### [Problem]
Determine the number of lines in the following entries that hold the word "Volta". Give only that number.

[Saved entries]
=== Section Start ===

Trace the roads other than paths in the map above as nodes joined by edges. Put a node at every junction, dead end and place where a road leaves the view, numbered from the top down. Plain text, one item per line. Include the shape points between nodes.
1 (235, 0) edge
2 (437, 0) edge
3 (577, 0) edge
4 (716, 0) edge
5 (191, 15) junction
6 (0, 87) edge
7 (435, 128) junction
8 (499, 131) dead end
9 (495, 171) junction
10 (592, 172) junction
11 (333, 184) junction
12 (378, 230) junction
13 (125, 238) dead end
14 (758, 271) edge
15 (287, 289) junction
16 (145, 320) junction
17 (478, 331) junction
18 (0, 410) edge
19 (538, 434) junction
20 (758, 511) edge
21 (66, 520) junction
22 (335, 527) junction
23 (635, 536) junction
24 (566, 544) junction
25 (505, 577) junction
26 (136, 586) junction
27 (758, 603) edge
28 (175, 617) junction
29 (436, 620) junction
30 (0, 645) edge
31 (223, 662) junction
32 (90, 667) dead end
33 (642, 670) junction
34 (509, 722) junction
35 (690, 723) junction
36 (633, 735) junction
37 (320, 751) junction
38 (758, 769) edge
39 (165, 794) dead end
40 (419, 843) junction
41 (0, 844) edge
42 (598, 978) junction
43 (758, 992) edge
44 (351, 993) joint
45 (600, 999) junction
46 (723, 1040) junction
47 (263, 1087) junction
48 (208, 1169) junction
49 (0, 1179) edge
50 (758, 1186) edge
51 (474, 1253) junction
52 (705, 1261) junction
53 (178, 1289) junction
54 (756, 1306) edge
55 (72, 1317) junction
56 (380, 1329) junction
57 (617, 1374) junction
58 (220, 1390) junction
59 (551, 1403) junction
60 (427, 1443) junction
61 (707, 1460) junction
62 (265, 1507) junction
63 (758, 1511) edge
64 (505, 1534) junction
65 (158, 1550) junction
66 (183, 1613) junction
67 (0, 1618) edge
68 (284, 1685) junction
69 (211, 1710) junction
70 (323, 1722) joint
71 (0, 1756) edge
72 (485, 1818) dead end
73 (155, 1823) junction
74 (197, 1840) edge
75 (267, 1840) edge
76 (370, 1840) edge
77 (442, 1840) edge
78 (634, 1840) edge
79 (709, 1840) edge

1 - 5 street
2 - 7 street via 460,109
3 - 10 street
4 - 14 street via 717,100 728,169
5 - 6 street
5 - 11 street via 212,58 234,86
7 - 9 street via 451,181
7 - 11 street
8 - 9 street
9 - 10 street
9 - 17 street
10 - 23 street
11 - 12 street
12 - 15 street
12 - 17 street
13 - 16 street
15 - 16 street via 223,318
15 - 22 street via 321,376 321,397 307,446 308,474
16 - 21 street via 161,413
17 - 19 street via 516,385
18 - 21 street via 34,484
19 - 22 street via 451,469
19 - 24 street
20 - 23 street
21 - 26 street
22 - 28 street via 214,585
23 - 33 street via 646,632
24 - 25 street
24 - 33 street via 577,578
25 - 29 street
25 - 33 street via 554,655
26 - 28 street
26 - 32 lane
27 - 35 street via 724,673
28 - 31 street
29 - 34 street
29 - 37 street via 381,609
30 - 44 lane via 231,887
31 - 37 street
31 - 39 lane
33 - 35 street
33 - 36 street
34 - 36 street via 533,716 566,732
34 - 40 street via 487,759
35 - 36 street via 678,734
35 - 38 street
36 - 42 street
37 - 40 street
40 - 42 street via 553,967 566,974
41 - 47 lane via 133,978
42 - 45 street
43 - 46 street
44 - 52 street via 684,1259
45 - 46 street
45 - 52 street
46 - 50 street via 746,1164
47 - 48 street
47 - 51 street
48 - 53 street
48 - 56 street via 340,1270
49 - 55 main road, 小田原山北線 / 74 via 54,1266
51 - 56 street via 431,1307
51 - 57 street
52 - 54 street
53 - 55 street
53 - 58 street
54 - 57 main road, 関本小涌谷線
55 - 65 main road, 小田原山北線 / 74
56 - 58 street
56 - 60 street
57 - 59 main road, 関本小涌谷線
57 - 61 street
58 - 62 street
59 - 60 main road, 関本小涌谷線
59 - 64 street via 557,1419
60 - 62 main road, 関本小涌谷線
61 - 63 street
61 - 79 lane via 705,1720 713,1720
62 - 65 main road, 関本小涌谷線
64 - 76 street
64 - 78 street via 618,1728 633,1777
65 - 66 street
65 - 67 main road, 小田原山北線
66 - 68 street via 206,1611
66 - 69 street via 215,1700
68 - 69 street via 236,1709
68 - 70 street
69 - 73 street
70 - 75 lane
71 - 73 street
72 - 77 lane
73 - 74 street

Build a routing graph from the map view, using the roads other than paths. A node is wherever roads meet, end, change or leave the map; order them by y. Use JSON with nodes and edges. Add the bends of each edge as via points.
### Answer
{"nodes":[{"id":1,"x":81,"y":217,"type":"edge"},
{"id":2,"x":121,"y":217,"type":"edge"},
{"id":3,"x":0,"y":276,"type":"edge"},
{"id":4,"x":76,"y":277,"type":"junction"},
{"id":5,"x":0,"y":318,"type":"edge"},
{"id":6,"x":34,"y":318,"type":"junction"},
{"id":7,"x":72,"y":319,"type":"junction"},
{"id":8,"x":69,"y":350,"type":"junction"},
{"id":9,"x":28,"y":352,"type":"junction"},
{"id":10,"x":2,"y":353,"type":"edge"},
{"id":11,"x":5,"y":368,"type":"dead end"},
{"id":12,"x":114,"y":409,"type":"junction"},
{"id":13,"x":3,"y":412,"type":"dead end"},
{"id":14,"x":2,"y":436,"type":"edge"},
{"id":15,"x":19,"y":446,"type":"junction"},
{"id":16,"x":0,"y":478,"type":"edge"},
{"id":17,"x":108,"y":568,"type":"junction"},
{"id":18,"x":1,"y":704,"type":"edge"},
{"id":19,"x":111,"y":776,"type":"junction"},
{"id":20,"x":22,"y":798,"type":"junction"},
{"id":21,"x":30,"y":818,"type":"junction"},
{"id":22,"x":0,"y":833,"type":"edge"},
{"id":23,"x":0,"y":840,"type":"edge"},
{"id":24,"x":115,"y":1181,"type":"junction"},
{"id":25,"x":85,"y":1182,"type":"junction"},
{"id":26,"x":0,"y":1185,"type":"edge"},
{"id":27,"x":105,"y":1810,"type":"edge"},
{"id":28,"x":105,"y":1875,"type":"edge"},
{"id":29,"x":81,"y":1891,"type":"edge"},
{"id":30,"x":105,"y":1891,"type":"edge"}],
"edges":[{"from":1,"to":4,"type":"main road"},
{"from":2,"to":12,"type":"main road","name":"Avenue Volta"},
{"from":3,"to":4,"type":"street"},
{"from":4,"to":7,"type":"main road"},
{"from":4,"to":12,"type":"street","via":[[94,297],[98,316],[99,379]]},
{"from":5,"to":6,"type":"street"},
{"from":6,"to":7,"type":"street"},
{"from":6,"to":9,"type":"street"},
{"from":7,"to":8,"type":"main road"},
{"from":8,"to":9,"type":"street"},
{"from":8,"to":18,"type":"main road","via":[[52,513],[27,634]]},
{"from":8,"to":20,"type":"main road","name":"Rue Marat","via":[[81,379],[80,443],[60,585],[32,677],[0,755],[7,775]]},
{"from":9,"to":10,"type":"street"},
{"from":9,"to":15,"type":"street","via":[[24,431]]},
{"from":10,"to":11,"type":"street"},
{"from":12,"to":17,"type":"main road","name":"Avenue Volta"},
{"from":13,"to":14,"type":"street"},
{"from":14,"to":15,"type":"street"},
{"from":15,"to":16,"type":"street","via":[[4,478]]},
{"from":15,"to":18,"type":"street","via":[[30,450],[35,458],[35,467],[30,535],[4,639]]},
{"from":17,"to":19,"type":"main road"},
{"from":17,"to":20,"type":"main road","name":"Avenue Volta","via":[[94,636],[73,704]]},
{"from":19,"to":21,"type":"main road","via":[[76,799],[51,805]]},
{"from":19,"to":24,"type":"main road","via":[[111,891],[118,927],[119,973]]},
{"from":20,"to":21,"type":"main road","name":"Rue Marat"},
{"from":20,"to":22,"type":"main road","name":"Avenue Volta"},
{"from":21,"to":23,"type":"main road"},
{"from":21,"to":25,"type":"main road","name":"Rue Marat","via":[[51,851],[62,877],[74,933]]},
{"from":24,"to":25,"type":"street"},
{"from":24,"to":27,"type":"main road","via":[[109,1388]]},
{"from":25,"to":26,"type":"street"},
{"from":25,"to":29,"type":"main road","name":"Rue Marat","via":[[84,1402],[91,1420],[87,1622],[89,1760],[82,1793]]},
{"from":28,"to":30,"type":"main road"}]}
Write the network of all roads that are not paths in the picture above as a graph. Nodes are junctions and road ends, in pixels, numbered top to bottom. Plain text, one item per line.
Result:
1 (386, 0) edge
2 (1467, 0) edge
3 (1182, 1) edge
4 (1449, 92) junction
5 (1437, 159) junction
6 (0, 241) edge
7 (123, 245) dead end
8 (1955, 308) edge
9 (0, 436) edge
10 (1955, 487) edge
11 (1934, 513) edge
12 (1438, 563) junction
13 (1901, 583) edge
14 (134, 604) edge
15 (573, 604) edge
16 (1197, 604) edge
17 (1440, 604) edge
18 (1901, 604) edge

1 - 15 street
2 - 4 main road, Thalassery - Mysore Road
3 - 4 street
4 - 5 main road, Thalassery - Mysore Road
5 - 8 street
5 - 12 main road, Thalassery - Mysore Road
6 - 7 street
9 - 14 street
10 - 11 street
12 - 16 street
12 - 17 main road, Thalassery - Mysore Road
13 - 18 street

=== Section End ===

### [Reply to the task]
4